## PROMPT
If a line of the data below holds the word "dead", list it.

## TASK INPUT

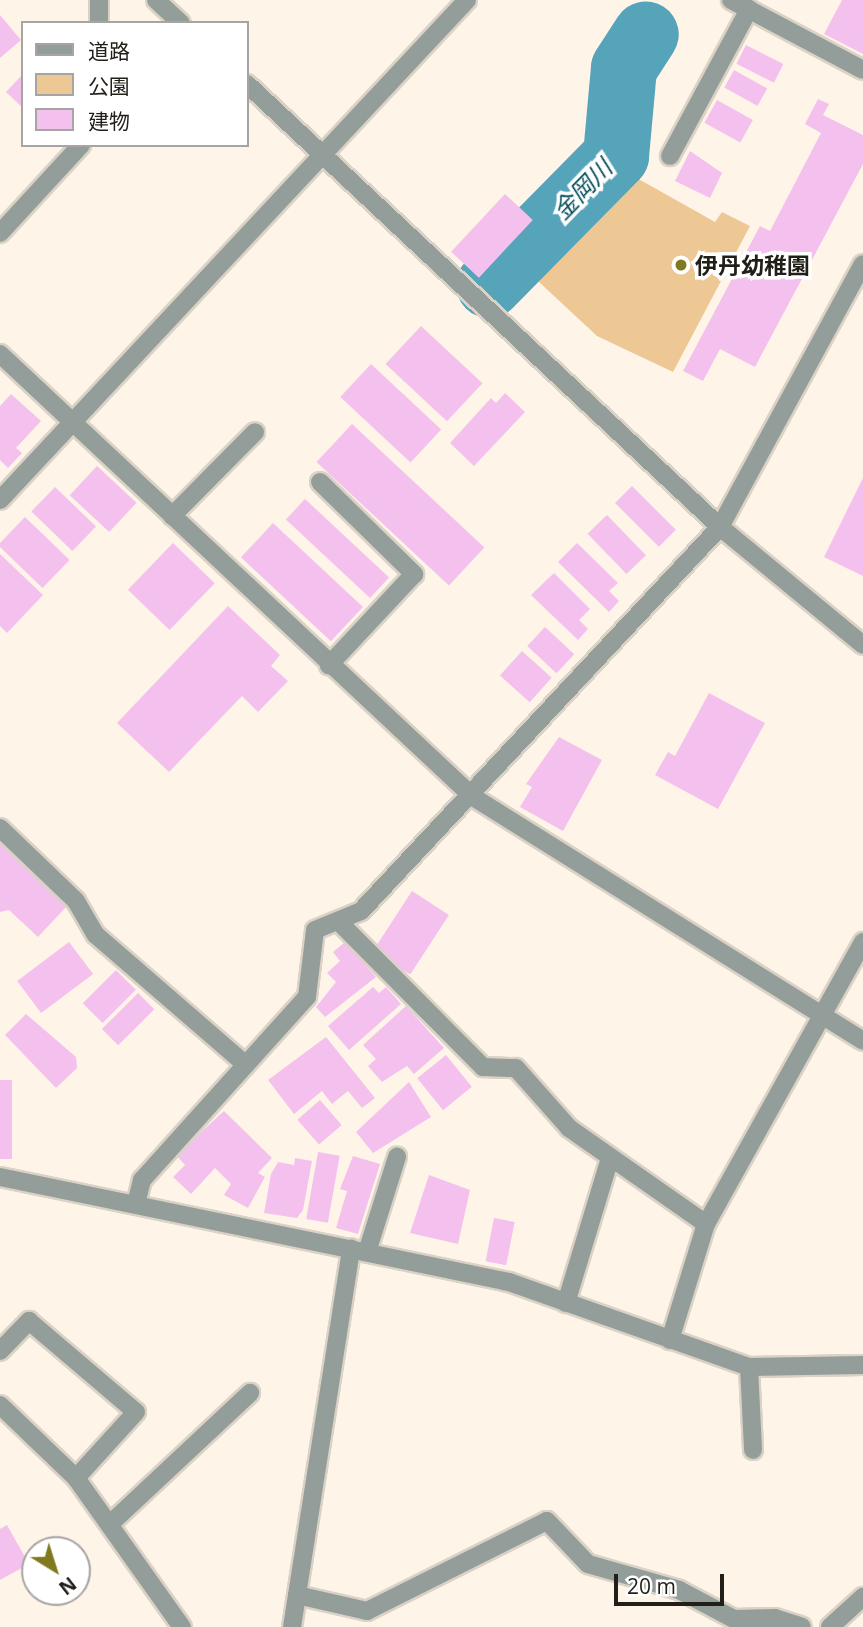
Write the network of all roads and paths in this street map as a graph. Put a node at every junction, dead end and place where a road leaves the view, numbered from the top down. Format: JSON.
{"nodes":[{"id":1,"x":99,"y":0,"type":"edge"},
{"id":2,"x":156,"y":0,"type":"edge"},
{"id":3,"x":467,"y":0,"type":"edge"},
{"id":4,"x":731,"y":0,"type":"edge"},
{"id":5,"x":749,"y":9,"type":"junction"},
{"id":6,"x":99,"y":21,"type":"edge"},
{"id":7,"x":179,"y":21,"type":"edge"},
{"id":8,"x":863,"y":70,"type":"edge"},
{"id":9,"x":248,"y":85,"type":"edge"},
{"id":10,"x":78,"y":147,"type":"edge"},
{"id":11,"x":323,"y":153,"type":"junction"},
{"id":12,"x":670,"y":156,"type":"dead end"},
{"id":13,"x":0,"y":233,"type":"edge"},
{"id":14,"x":863,"y":264,"type":"edge"},
{"id":15,"x":0,"y":354,"type":"edge"},
{"id":16,"x":73,"y":422,"type":"junction"},
{"id":17,"x":255,"y":432,"type":"dead end"},
{"id":18,"x":320,"y":482,"type":"dead end"},
{"id":19,"x":0,"y":500,"type":"edge"},
{"id":20,"x":172,"y":516,"type":"junction"},
{"id":21,"x":719,"y":527,"type":"junction"},
{"id":22,"x":863,"y":645,"type":"edge"},
{"id":23,"x":328,"y":664,"type":"junction"},
{"id":24,"x":473,"y":797,"type":"junction"},
{"id":25,"x":0,"y":828,"type":"edge"},
{"id":26,"x":341,"y":924,"type":"junction"},
{"id":27,"x":863,"y":942,"type":"edge"},
{"id":28,"x":821,"y":1017,"type":"junction"},
{"id":29,"x":863,"y":1041,"type":"edge"},
{"id":30,"x":246,"y":1065,"type":"junction"},
{"id":31,"x":397,"y":1157,"type":"dead end"},
{"id":32,"x":610,"y":1158,"type":"junction"},
{"id":33,"x":0,"y":1177,"type":"edge"},
{"id":34,"x":136,"y":1204,"type":"junction"},
{"id":35,"x":706,"y":1224,"type":"junction"},
{"id":36,"x":359,"y":1250,"type":"junction"},
{"id":37,"x":566,"y":1303,"type":"junction"},
{"id":38,"x":670,"y":1339,"type":"junction"},
{"id":39,"x":0,"y":1351,"type":"edge"},
{"id":40,"x":863,"y":1364,"type":"edge"},
{"id":41,"x":748,"y":1367,"type":"junction"},
{"id":42,"x":250,"y":1393,"type":"dead end"},
{"id":43,"x":0,"y":1405,"type":"edge"},
{"id":44,"x":753,"y":1450,"type":"dead end"},
{"id":45,"x":76,"y":1478,"type":"junction"},
{"id":46,"x":110,"y":1524,"type":"junction"},
{"id":47,"x":297,"y":1595,"type":"junction"},
{"id":48,"x":863,"y":1597,"type":"edge"},
{"id":49,"x":182,"y":1627,"type":"edge"},
{"id":50,"x":292,"y":1627,"type":"edge"},
{"id":51,"x":802,"y":1627,"type":"edge"},
{"id":52,"x":830,"y":1627,"type":"edge"}],
"edges":[{"from":1,"to":6,"type":"street"},
{"from":2,"to":7,"type":"street"},
{"from":3,"to":11,"type":"street"},
{"from":4,"to":5,"type":"street"},
{"from":5,"to":8,"type":"street"},
{"from":5,"to":12,"type":"street"},
{"from":9,"to":11,"type":"street"},
{"from":10,"to":13,"type":"street"},
{"from":11,"to":16,"type":"street"},
{"from":11,"to":21,"type":"street"},
{"from":14,"to":21,"type":"street"},
{"from":15,"to":16,"type":"street"},
{"from":16,"to":19,"type":"street"},
{"from":16,"to":20,"type":"street"},
{"from":17,"to":20,"type":"street"},
{"from":18,"to":23,"type":"street"},
{"from":20,"to":23,"type":"street"},
{"from":21,"to":22,"type":"street"},
{"from":21,"to":24,"type":"street"},
{"from":23,"to":24,"type":"street"},
{"from":24,"to":26,"type":"street"},
{"from":24,"to":28,"type":"street"},
{"from":25,"to":30,"type":"street"},
{"from":26,"to":30,"type":"street"},
{"from":26,"to":32,"type":"street"},
{"from":27,"to":28,"type":"street"},
{"from":28,"to":29,"type":"street"},
{"from":28,"to":35,"type":"street"},
{"from":30,"to":34,"type":"street"},
{"from":31,"to":36,"type":"street"},
{"from":32,"to":35,"type":"street"},
{"from":32,"to":37,"type":"street"},
{"from":33,"to":34,"type":"street"},
{"from":34,"to":36,"type":"street"},
{"from":35,"to":38,"type":"street"},
{"from":36,"to":37,"type":"street"},
{"from":36,"to":47,"type":"street"},
{"from":37,"to":38,"type":"street"},
{"from":38,"to":41,"type":"street"},
{"from":39,"to":45,"type":"street"},
{"from":40,"to":41,"type":"street"},
{"from":41,"to":44,"type":"street"},
{"from":42,"to":46,"type":"street"},
{"from":43,"to":45,"type":"street"},
{"from":45,"to":46,"type":"street"},
{"from":46,"to":49,"type":"street"},
{"from":47,"to":50,"type":"street"},
{"from":47,"to":51,"type":"street"},
{"from":48,"to":52,"type":"street"}]}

## YOUR SOLUTION
Write the network of all roads and paths in this street map as a graph. Put a node at every junction, dead end and place where a road leaves the view, numbered from the top down. Format: JSON.
{"id":12,"x":670,"y":156,"type":"dead end"},
{"id":17,"x":255,"y":432,"type":"dead end"},
{"id":18,"x":320,"y":482,"type":"dead end"},
{"id":31,"x":397,"y":1157,"type":"dead end"},
{"id":42,"x":250,"y":1393,"type":"dead end"},
{"id":44,"x":753,"y":1450,"type":"dead end"},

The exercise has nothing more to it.